Entries supplied —
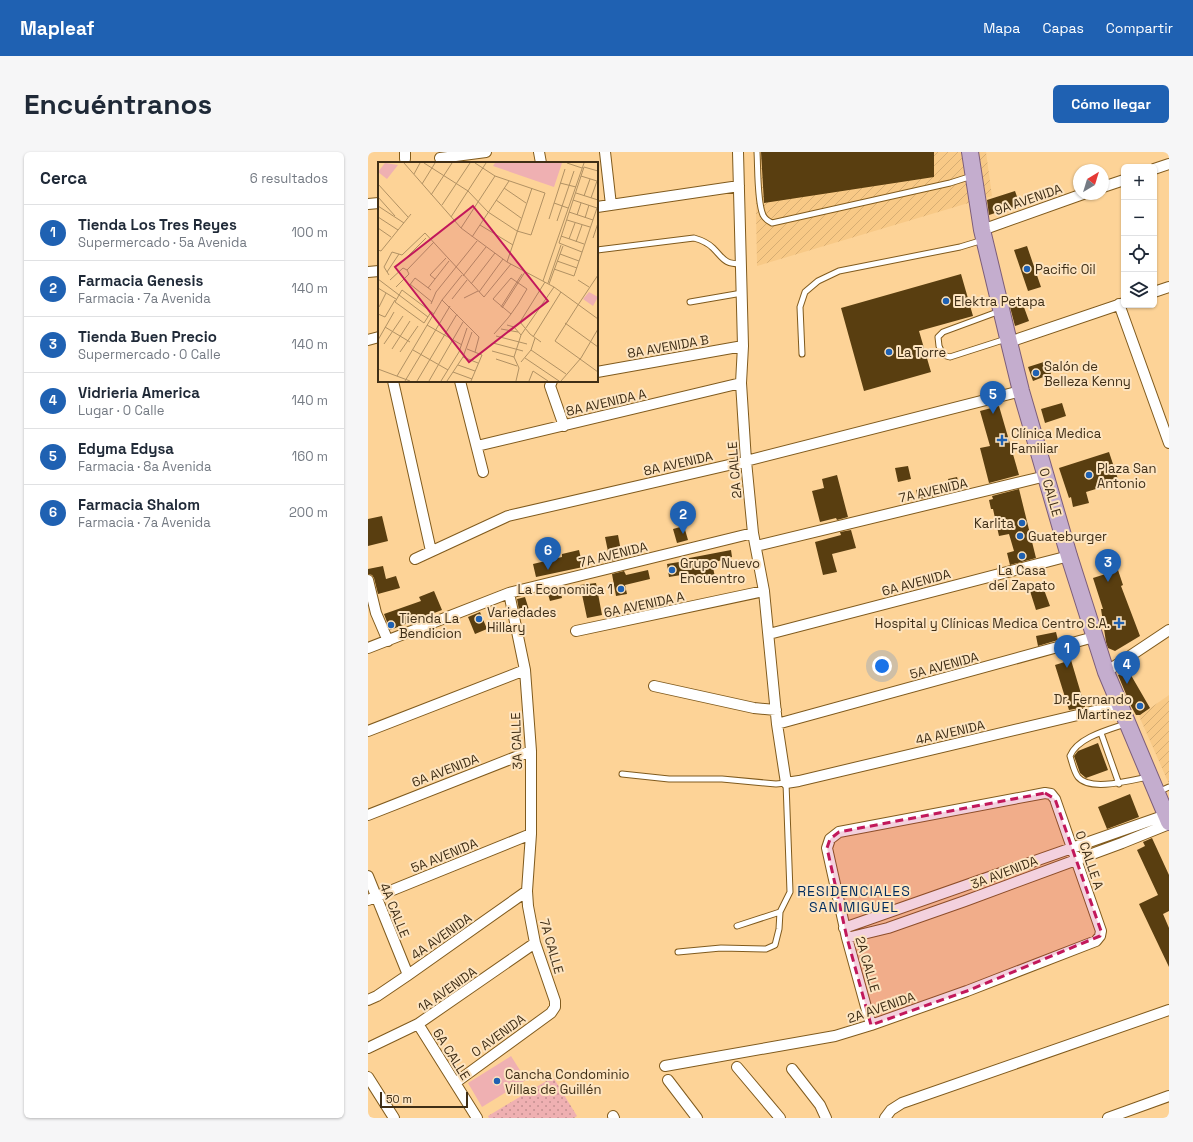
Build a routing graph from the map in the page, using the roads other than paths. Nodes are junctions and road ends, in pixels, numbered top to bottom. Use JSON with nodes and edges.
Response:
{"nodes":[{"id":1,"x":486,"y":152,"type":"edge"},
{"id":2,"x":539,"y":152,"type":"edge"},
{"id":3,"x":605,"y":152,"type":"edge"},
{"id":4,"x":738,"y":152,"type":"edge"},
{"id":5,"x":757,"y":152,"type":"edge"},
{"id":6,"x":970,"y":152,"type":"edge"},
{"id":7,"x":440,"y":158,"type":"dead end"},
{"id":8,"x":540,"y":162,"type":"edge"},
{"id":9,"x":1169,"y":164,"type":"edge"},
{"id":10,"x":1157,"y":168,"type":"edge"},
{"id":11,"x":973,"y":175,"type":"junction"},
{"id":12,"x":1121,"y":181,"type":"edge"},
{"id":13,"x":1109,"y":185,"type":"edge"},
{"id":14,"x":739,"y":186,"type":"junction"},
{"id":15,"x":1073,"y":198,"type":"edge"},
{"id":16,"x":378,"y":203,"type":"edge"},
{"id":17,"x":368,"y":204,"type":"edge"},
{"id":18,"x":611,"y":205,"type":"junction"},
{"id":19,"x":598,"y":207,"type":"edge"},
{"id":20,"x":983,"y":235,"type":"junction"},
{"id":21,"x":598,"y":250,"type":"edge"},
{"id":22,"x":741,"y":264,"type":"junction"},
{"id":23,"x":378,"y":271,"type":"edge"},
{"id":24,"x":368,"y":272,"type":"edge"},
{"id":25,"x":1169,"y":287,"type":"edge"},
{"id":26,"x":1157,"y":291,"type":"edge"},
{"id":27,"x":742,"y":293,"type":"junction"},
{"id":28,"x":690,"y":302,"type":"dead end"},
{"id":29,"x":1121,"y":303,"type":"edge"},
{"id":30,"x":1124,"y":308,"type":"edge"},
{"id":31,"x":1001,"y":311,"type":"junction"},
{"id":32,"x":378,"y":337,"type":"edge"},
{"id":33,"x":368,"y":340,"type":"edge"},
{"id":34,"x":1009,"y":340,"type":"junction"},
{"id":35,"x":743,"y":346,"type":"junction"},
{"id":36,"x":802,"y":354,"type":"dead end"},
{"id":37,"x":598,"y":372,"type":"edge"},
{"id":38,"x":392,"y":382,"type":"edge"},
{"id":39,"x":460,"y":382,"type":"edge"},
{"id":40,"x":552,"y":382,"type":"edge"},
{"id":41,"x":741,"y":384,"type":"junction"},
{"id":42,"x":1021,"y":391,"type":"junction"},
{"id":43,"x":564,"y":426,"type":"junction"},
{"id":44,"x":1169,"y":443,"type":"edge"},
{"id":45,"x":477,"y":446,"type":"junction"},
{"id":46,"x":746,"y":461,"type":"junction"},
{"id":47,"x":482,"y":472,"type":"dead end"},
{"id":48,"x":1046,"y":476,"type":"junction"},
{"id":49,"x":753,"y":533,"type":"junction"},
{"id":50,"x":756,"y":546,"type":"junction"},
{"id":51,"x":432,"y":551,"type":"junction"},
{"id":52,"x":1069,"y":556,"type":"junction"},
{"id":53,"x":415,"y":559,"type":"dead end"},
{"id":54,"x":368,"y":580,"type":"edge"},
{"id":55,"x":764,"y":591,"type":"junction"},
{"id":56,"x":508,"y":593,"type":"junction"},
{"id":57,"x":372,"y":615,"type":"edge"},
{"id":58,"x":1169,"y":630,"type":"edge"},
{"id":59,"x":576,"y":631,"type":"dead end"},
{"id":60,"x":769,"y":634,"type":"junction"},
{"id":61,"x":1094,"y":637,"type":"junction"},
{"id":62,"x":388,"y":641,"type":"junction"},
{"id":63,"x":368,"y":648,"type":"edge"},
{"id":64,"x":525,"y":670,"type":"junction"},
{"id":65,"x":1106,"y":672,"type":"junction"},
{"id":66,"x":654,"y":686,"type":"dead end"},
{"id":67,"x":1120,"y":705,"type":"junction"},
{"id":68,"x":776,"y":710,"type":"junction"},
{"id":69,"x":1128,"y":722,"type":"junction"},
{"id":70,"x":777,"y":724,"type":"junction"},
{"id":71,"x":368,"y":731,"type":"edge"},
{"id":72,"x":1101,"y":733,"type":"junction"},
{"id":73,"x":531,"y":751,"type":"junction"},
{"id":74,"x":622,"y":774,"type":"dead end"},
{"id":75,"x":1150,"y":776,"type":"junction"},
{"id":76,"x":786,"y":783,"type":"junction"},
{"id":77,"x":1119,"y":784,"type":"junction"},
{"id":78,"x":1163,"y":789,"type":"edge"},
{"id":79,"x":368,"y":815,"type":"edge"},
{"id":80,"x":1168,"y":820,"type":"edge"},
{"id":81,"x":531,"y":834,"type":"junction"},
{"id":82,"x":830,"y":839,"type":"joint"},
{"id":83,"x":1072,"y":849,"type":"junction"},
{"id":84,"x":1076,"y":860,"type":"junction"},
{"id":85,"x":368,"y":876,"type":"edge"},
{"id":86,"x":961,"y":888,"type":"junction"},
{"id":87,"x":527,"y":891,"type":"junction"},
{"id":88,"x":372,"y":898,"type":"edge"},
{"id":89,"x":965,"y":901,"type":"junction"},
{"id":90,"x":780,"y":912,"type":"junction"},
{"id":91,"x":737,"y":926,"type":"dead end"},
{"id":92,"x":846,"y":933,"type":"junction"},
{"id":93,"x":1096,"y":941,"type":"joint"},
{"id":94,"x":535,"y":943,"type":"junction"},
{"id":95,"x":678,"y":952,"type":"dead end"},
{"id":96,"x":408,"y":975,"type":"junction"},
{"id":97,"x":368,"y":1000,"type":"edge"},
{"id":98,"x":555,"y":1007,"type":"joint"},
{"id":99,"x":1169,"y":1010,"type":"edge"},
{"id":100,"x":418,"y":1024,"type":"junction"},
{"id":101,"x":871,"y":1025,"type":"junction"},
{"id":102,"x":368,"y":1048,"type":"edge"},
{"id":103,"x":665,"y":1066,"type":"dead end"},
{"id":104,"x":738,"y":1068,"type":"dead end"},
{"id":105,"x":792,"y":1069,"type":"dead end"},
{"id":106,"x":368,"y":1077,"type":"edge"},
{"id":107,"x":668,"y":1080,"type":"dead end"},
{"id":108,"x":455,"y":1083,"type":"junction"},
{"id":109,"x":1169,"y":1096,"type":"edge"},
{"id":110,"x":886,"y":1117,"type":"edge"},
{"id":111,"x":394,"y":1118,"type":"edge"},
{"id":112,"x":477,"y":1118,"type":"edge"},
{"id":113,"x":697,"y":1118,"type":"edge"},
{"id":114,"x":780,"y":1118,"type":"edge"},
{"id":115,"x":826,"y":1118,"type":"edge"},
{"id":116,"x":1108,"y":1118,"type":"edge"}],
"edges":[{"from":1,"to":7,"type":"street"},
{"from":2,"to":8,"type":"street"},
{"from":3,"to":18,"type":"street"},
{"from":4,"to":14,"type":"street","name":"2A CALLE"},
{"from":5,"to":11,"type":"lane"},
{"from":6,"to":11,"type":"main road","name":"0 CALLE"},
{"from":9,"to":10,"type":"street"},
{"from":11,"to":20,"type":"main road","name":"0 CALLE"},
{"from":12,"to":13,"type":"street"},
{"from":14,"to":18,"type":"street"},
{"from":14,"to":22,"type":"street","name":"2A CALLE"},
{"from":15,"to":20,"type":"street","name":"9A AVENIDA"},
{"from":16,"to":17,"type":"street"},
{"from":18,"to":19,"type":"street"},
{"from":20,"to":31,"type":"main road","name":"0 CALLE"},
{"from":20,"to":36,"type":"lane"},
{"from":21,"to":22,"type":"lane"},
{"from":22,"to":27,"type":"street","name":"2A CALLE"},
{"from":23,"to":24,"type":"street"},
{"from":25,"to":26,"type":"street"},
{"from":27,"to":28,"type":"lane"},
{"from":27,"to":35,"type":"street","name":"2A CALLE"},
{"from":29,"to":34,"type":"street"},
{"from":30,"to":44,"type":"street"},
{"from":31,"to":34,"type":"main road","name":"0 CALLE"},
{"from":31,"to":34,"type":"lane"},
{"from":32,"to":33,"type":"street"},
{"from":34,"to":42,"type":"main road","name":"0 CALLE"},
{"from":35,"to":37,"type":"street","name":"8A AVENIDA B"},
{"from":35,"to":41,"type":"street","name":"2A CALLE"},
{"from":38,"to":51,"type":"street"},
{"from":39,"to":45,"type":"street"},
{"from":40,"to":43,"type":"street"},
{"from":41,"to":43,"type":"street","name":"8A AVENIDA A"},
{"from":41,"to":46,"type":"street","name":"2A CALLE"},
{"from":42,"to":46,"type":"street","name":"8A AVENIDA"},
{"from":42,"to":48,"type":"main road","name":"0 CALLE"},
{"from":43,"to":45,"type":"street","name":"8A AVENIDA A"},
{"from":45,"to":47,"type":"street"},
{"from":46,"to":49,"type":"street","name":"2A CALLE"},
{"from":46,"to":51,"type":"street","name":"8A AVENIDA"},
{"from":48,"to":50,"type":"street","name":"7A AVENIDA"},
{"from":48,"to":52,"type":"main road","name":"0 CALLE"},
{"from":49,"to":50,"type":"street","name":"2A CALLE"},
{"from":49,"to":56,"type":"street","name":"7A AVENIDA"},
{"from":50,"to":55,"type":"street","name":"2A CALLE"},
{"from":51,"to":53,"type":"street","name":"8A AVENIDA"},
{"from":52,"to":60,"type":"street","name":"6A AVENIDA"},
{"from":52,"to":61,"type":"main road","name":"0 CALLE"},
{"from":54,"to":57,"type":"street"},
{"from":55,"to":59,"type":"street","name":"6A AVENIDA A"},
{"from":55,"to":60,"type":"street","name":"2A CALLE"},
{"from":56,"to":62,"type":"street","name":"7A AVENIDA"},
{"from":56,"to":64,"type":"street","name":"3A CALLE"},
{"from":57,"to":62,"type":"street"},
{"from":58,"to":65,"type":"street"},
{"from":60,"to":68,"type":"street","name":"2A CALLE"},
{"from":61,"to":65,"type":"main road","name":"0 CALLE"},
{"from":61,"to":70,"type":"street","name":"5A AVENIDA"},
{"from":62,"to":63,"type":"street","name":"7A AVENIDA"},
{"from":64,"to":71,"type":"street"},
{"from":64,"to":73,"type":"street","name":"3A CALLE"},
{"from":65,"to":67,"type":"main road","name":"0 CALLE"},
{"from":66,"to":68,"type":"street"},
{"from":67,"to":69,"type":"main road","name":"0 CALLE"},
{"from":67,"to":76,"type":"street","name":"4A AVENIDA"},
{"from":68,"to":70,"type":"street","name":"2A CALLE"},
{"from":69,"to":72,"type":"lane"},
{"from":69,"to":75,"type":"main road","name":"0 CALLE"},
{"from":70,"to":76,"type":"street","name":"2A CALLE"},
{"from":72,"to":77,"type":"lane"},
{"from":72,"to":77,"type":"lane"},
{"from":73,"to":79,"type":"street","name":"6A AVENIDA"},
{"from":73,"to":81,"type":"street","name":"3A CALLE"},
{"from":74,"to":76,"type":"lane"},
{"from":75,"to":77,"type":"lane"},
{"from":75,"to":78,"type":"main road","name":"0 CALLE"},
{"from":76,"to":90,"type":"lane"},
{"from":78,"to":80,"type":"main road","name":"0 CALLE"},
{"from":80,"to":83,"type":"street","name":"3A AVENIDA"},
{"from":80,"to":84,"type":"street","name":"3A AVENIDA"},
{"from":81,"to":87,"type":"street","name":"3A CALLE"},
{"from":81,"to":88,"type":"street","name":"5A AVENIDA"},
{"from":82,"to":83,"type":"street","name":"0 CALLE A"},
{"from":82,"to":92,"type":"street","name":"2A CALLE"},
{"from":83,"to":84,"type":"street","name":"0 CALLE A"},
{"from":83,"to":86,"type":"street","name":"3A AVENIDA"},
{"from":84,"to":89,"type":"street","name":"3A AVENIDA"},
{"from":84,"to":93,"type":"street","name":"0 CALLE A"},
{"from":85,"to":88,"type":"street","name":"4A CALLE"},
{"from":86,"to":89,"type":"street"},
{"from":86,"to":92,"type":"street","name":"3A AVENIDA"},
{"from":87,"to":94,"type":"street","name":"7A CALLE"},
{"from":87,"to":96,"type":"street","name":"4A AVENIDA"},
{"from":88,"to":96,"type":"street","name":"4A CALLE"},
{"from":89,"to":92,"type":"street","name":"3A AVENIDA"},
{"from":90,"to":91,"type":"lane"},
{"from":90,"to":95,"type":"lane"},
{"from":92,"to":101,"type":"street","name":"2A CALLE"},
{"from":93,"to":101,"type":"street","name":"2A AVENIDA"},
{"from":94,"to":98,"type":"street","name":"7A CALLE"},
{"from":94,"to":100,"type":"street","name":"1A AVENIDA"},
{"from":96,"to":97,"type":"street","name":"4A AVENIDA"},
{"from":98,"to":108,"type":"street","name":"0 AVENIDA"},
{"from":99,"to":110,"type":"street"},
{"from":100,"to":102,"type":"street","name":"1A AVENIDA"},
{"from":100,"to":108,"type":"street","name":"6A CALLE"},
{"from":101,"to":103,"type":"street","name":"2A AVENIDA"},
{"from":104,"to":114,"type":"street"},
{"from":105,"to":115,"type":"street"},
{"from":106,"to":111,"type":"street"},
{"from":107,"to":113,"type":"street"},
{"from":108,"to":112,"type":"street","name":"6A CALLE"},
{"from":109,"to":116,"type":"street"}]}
...
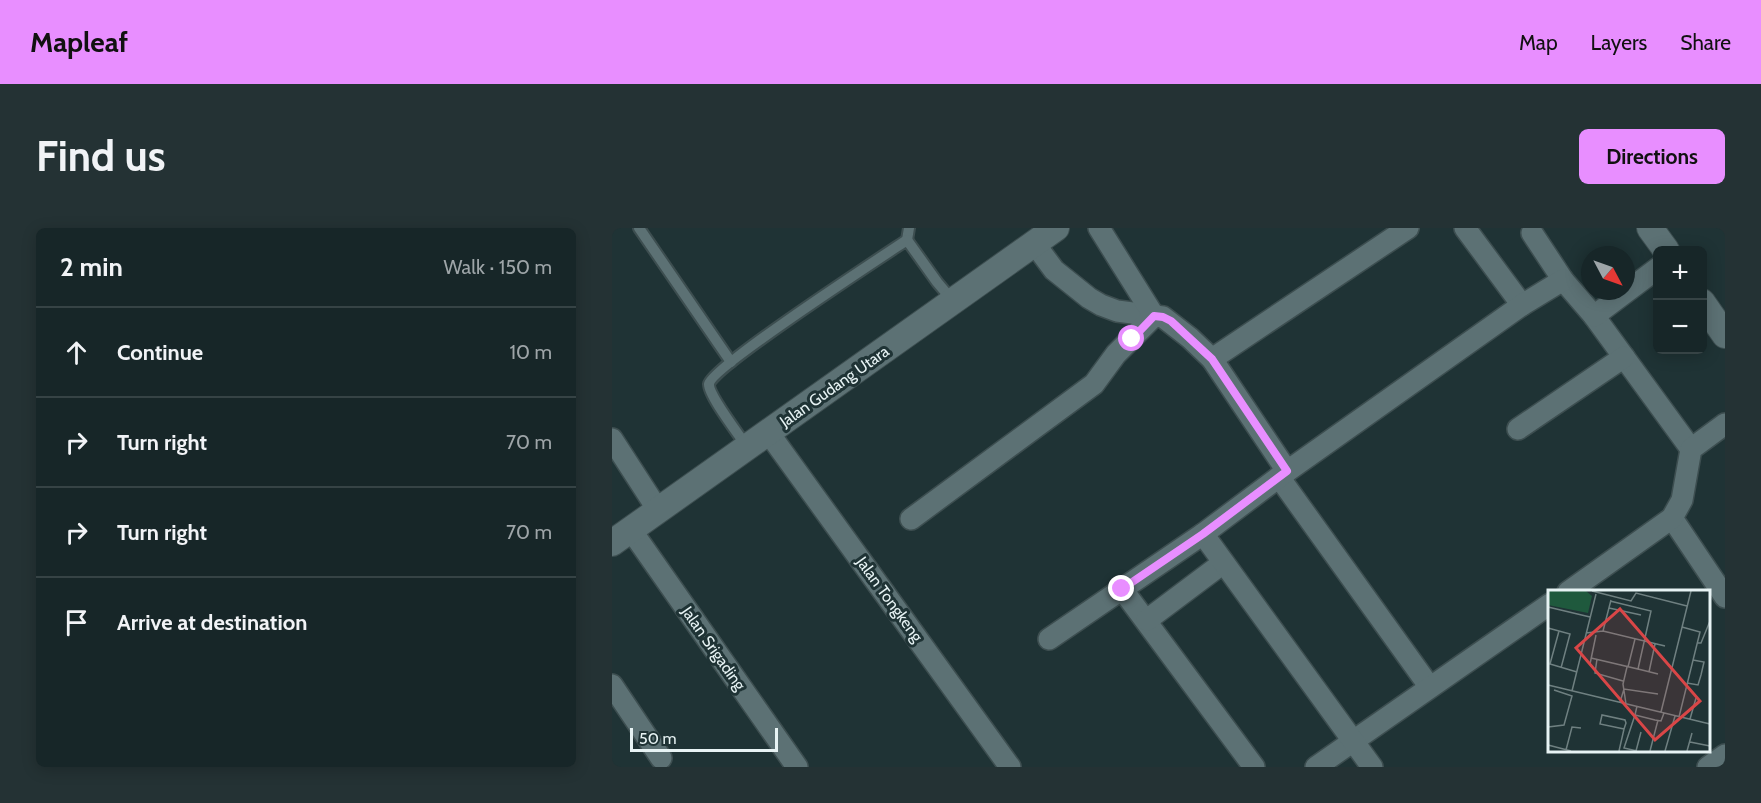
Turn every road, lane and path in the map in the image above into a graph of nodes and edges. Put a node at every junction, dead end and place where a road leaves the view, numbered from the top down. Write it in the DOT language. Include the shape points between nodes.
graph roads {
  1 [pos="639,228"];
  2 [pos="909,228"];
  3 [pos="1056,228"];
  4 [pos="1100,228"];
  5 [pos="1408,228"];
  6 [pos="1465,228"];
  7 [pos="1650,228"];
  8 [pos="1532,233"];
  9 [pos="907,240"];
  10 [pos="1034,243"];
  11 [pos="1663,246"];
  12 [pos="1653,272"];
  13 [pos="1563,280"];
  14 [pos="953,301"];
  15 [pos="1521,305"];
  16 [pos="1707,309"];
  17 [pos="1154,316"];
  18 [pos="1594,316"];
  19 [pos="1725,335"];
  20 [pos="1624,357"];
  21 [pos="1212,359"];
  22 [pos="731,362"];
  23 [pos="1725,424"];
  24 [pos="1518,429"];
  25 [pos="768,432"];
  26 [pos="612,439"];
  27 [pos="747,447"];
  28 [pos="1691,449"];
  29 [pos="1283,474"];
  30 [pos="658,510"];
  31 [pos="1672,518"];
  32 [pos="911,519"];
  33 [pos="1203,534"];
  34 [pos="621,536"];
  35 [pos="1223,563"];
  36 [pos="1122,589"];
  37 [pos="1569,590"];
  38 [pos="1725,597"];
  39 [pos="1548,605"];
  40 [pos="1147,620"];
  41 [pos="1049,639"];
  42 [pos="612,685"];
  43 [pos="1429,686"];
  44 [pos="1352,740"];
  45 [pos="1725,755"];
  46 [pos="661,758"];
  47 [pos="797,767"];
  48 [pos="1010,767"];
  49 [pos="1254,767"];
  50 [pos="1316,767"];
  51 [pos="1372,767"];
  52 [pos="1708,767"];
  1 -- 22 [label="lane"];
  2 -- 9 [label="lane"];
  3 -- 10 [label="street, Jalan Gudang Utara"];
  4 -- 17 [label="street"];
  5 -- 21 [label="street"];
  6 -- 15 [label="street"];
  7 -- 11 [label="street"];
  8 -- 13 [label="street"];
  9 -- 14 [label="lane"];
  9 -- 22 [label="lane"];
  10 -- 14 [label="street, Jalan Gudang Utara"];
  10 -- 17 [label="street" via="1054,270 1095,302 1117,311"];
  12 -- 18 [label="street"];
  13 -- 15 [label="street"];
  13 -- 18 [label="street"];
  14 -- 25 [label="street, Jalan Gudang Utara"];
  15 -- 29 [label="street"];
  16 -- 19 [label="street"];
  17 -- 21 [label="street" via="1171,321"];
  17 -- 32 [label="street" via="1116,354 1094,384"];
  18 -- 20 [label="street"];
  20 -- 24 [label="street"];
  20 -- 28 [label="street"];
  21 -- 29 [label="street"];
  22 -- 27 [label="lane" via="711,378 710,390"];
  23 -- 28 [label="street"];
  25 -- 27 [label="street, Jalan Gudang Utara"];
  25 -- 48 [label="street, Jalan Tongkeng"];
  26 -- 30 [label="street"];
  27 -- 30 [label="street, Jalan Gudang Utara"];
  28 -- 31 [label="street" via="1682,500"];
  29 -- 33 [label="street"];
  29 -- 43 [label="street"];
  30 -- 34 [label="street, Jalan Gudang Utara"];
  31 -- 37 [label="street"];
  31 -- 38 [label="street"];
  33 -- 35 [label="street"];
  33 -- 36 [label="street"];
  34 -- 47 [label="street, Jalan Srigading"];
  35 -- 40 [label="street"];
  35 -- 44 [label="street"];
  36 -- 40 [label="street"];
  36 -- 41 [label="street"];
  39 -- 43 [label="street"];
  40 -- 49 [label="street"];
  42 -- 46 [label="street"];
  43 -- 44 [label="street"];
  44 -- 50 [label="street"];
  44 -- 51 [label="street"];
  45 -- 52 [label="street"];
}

Brief —
Return each line from the material that includes the string "joint".

Task solution —
{"id":82,"x":830,"y":839,"type":"joint"},
{"id":93,"x":1096,"y":941,"type":"joint"},
{"id":98,"x":555,"y":1007,"type":"joint"},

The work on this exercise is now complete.